Consider the following Riemannian metric: $$g_{ij}(x):= (1-\psi)\dfrac{(\delta_{ik}x^{k})(\delta_{jl}x^{l})}{|x|^{2}}+ \psi\delta_{ij},$$ where $$|x|:=\sqrt{\delta_{ij}x^{i}x^{j}}\qquad , \qquad \psi:= \Big[\frac{s_{\lambda}(|x|)}{|x|}\Big]^{2},$$ and $$ s_{\lambda}(|x|)= \begin{cases} \frac{\sin(\sqrt{\lambda}|x|)}{\sqrt{\lambda}}, &\lambda > 0 \\ |x|, &\lambda=0 \\ \frac{\sinh(\sqrt{-\lambda}|x|)}{\sqrt{-\lambda}}, &\lambda < 0 \\ \end{cases} $$ I have to check
- For $\lambda \leq 0$, the matrix $(g_{ij})$ is positive-definite at every $x\in \mathbb{R}^{n}$.

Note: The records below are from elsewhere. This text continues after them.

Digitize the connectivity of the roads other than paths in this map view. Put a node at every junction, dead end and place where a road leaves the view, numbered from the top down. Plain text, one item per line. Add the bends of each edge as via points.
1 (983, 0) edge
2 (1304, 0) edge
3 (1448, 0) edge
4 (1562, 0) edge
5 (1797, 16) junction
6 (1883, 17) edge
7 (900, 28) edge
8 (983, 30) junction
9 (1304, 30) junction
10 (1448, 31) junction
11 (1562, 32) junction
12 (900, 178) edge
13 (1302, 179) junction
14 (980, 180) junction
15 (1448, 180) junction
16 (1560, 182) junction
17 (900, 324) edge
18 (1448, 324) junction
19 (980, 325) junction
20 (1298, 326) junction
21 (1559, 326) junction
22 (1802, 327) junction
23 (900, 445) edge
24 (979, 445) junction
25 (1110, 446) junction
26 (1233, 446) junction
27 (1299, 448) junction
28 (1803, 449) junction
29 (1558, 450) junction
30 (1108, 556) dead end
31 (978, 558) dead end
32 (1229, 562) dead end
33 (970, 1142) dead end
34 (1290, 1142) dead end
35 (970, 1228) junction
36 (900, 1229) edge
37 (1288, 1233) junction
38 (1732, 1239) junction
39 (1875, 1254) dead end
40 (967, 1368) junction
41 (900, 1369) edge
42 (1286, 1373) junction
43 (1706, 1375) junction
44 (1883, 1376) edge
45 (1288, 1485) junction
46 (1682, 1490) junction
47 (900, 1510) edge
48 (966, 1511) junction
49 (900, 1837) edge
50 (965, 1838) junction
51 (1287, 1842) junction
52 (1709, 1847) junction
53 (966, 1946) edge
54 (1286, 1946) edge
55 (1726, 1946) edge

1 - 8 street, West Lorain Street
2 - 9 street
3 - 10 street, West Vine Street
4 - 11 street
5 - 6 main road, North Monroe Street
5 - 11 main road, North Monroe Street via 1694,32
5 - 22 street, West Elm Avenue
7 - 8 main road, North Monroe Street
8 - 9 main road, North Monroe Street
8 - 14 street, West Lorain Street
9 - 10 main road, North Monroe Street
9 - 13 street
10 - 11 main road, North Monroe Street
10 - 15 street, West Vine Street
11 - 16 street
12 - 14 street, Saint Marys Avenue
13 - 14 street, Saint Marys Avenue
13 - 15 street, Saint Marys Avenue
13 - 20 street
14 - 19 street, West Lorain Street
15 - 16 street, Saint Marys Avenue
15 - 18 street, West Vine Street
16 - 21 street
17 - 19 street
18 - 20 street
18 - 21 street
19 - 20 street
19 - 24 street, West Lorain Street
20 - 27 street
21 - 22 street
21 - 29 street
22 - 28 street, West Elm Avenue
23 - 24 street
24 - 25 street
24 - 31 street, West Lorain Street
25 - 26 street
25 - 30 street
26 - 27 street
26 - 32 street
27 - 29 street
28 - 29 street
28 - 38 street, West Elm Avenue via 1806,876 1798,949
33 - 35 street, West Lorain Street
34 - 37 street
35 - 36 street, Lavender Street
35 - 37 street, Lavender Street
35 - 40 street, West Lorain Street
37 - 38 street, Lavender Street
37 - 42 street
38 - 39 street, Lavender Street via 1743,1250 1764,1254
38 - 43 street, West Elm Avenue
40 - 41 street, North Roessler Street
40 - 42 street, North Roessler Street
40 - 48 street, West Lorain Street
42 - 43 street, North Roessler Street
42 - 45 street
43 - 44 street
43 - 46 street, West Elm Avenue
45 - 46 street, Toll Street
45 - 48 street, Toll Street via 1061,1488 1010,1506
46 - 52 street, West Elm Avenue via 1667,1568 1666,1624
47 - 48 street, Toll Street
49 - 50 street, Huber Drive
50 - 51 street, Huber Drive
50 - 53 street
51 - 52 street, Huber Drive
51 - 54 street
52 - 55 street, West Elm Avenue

- For $\lambda > 0$, the matrix $(g_{ij})$ is positive-definite at every $x < \frac{\pi}{\sqrt{\lambda}}$.
How can i easily do this?
Help me please.
Implicit in the definition of your Riemannian metric, whatever the value of $\lambda$, is that at $x=0$, you get $g_{ij}(0) = \delta_{ij}$, which simply recovers the Euclidean inner product; thus, you only need to worry about $x \neq 0$. Let $\langle \cdot, \cdot \rangle$ denote the Euclidean inner product, so that for $v$, $w \in \mathbb{R}^n$, $$ \langle v,w \rangle = \delta_{ij} v^i v^j, \quad |v| = \sqrt{\langle v,w \rangle}. $$ Fix $0 \neq x \in \mathbb{R}^n$. Then for any $v \in \mathbb{R}^n$, $$ g(x)(v,v) := g_{ij}(x)v^iv^j\\ = (1-\psi)\frac{(\delta_{ik}x^k)(\delta_{jl}x^l)}{|x|^2}v^iv^j + \psi \delta_{ij}v^iv^j\\ = (1-\psi)\frac{(\delta_{ik}v^ix^k)(\delta_{jl}v^jx^l)}{|x|^2} + \psi \delta_{ij}v^iv^j\\ = (1-\psi)\frac{\langle v,x \rangle^2}{|x|^2} + \psi |v|^2, $$ where, in particular, $$ \frac{\langle v,x \rangle^2}{|x|^2} \geq 0. $$ At this point, do you see how to check case by case when $g(x)$ is positive definite?